Em sua primeira fase, o grupo precursor era
formado por Sottili, a jornalista Cyntia Campos e três seguranças, também responsáveis
pela logística. O diagnóstico era feito com movimentos sociais, sindicatos,
associações, igrejas e, quando possível, prefeituras, além dos contatos com a
imprensa local. As indicações que seriam usadas na caravana eram minuciosas –
chegavam a apontar, por exemplo, que em determinado quilômetro de uma estrada
havia um buraco.
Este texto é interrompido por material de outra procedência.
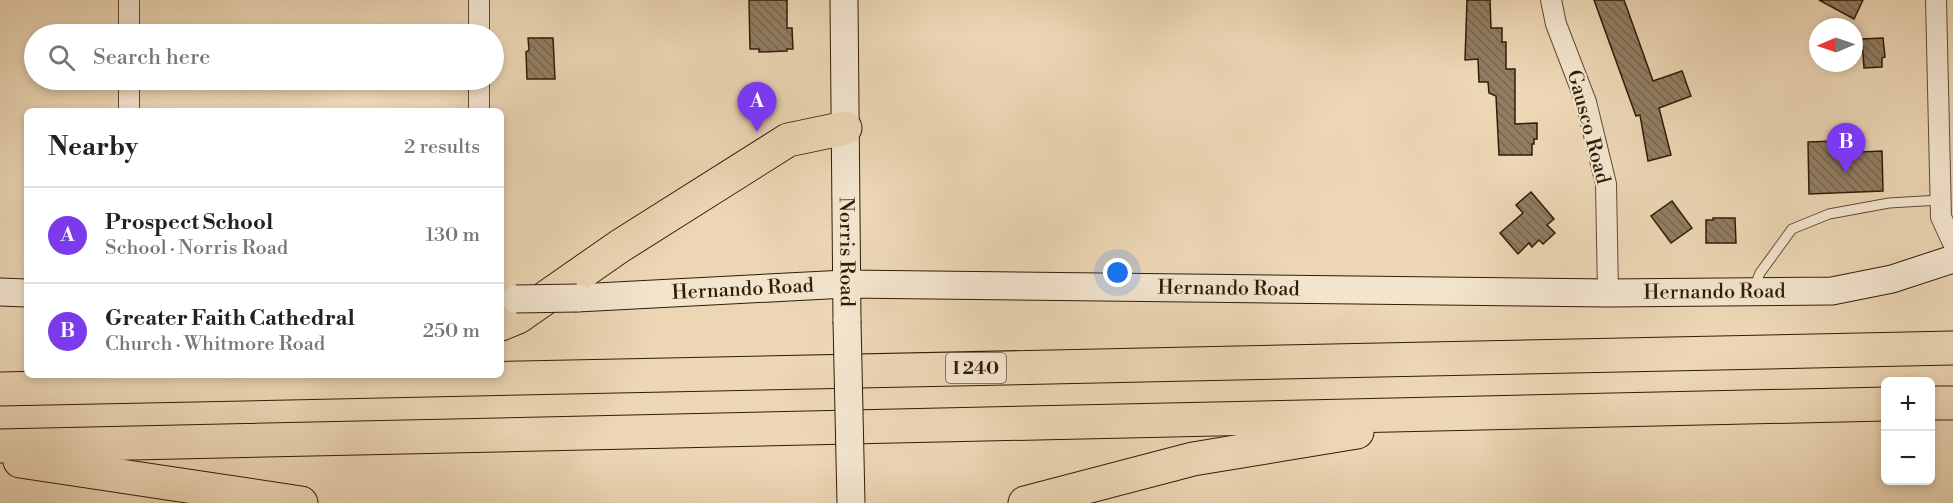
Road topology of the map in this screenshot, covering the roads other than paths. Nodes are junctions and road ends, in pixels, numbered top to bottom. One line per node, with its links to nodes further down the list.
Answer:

Em São Paulo, pessoas como Clara Ant e José Graziano
preparavam relatórios detalhados com indicadores econômicos e sociais, entre
outras informações. Clara é assessora de Lula até hoje. Graziano integraria o
Programa Fome Zero, implementado no início do governo do petista, e em 2011
tornou-se o primeiro brasileiro a se tornar diretor-geral da FAO.
Achismo
Para José Ferreira da
Silva, o Frei Chico, irmão de Lula, a caravana representou um segundo retorno à
terra de origem. Ele esteve lá no final de 1964, após cinco dias de viagem.
Ficou 15, ganhou um jipe no bingo com um amigo, vendeu e, na volta a São Paulo,
comprou sua primeira casa. Em 1993, constatou que muita coisa ainda não tinha
mudado, com o poder local concentrado em determinadas famílias e regiões
isoladas. Além disso, permanece o desconhecimento em relação à realidade do
Norte/Nordeste. “Tem um monte de achismo”, diz Frei Chico.
A ignorância também se
dá em relação aos fatos históricos. Ele cita casos como o de Delmiro Gouveia,
empresário precursor assassinado em 1917 que hoje dá nome a uma cidade no
sertão de Alagoas, na divisa com Bahia, Pernambuco e Sergipe. Ou sobre a cidade
baiana de Cachoeira, pioneira na luta pela independência do Brasil.
Duas coisas,
particularmente, impressionaram Frei Chico durante a viagem: a realidade dos
trabalhadores do sisal, muitos deles mutilados, e a contaminação do Rio
Jequitinhonha, em Minas Gerais, por mercúrio, usado na extração do ouro. “Acho
que isso (preservação ambiental) é o grande drama brasileiro, a grande luta
nossa no futuro”, afirma, acrescentando que é possível “crescer sem destruir”.
Ele também guardou boas
lembranças, como uma disputa de sanfoneiros no interior da Bahia, que lamenta
não ter visto até o fim. Do ponto de vista político, Frei Chico percebeu a
necessidade de buscar união mesmo com aqueles com outros pontos de vista, para
começar a mudar o país – e a situação melhorou bastante de lá para cá. Com
certeza, observa, “a caravana ajudou muito o Lula a formar a sua visão de
Brasil”. Sottili reforça: “Acima de tudo, ele queria mostrar o país”.